The second hurdle was to gather enough signatures to qualify for a place on the ballot, and, again, Williams fell short. "I did not get my 2,000 signatures of Greens," she says.

And although the Greens will retain their official party status, Williams' failure to gather at least 2,000 signatures from about 30,000 registered Green voters means that for the first gubernatorial election since 1994, there won't be a Green on the ballot. Williams blamed her failure to qualify on a nomination process that is biased against small parties.

"The Democrats need to collect one-half-of-one-percent of their registered voters, we need to collect six percent of our registered voters," she says. "So I think, you know, if you can visualize these numbers, I think we could say that's one reason I didn't get my signatures. The second is we did not use paid signature collectors."

Williams, a Bar Harbor lawyer, will now focus her efforts on building the party throughout the state. But she says she's also considering a lawsuit against the state to seek a change in the qualifying threshold for candidacy. "I think that the way to go with these signatures is a percentage of registration, as opposed to a flat number," she says.
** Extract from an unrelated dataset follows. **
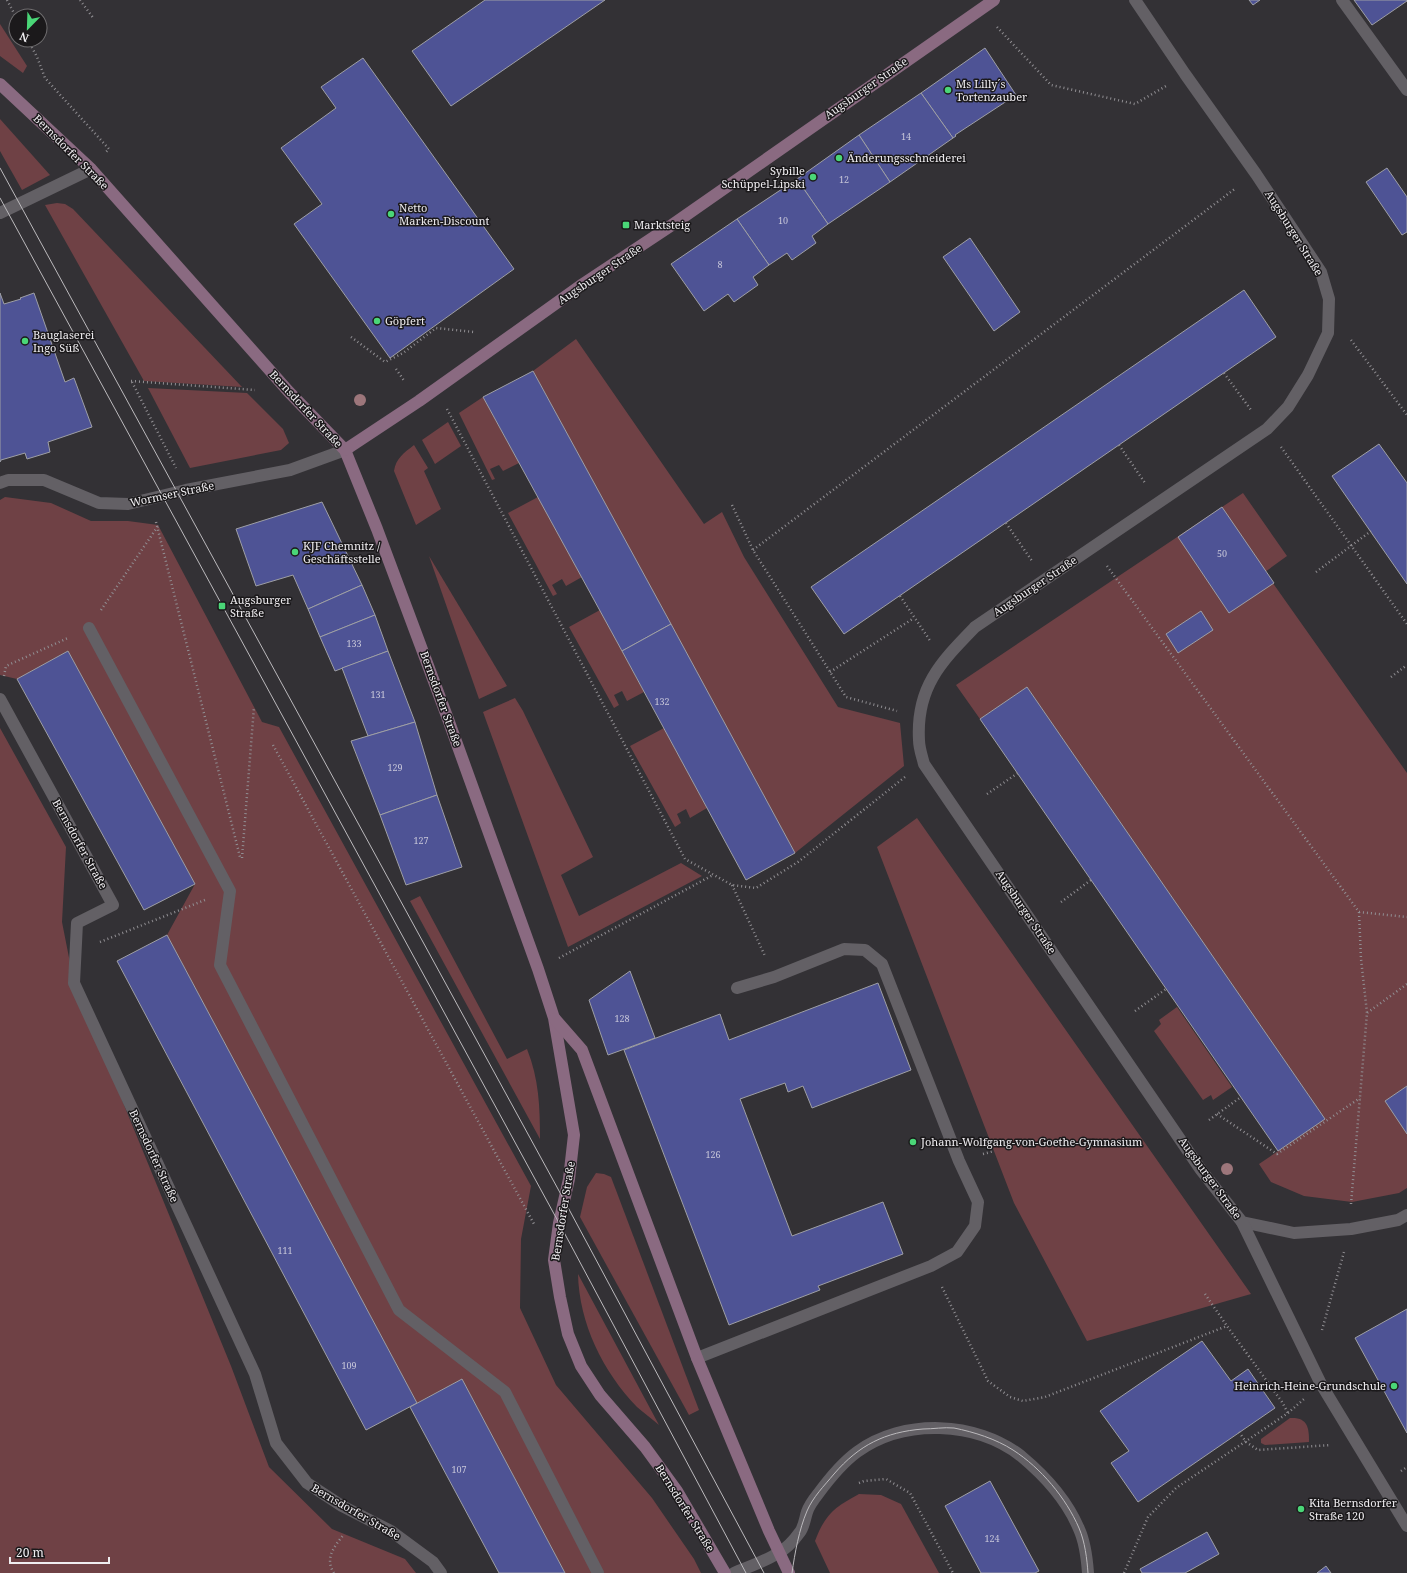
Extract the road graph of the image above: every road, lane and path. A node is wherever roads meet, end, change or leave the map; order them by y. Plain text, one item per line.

Pollster Patrick Murphy, who runs Portland-based Strategic Marketing Services, says Williams' withdrawal is a setback for the Greens, whose past Blaine House candidates, Jonathan Carter and Pat LaMarche, helped establish the party's status in Maine.

"Somebody like Pat LaMarche was able to get 10 percent of the vote, and somebody else emerges of that ilk, you know, it doesn't mean that they won't get out the next time and pull a reasonable slice of the vote," he says. "But in the short-term it's really not a good thing for them, and it certainly doesn't help for their recruitment, etcetera."

But Nancy Allen, a Brooksville resident and one of the early organizers of the Maine Greens who helped the party gain official party status in the state, says Williams' failure to qualify has less to do with her effort or personal appeal than it does with where people are today politically.

"I think that politics has a bad name right now, no matter what you're doing in it," Allen says. "And I think that the Green Party is kind of a wishful thinking place for young people, and I just don't know whether the Green Party's vision has been sustainable."

Cumberland County Green Party organizer Ben Chipman says Williams suspended candidacy really gives the Greens a chance to focus on legislative races where they've had some success in the past.

"If we don't have a candidate for governor, I mean, obviously, we're going to remain a party, in terms of official status," Chipman says. "But I think it might be a chance for us to focus on races that we can win and races that we have won in the past."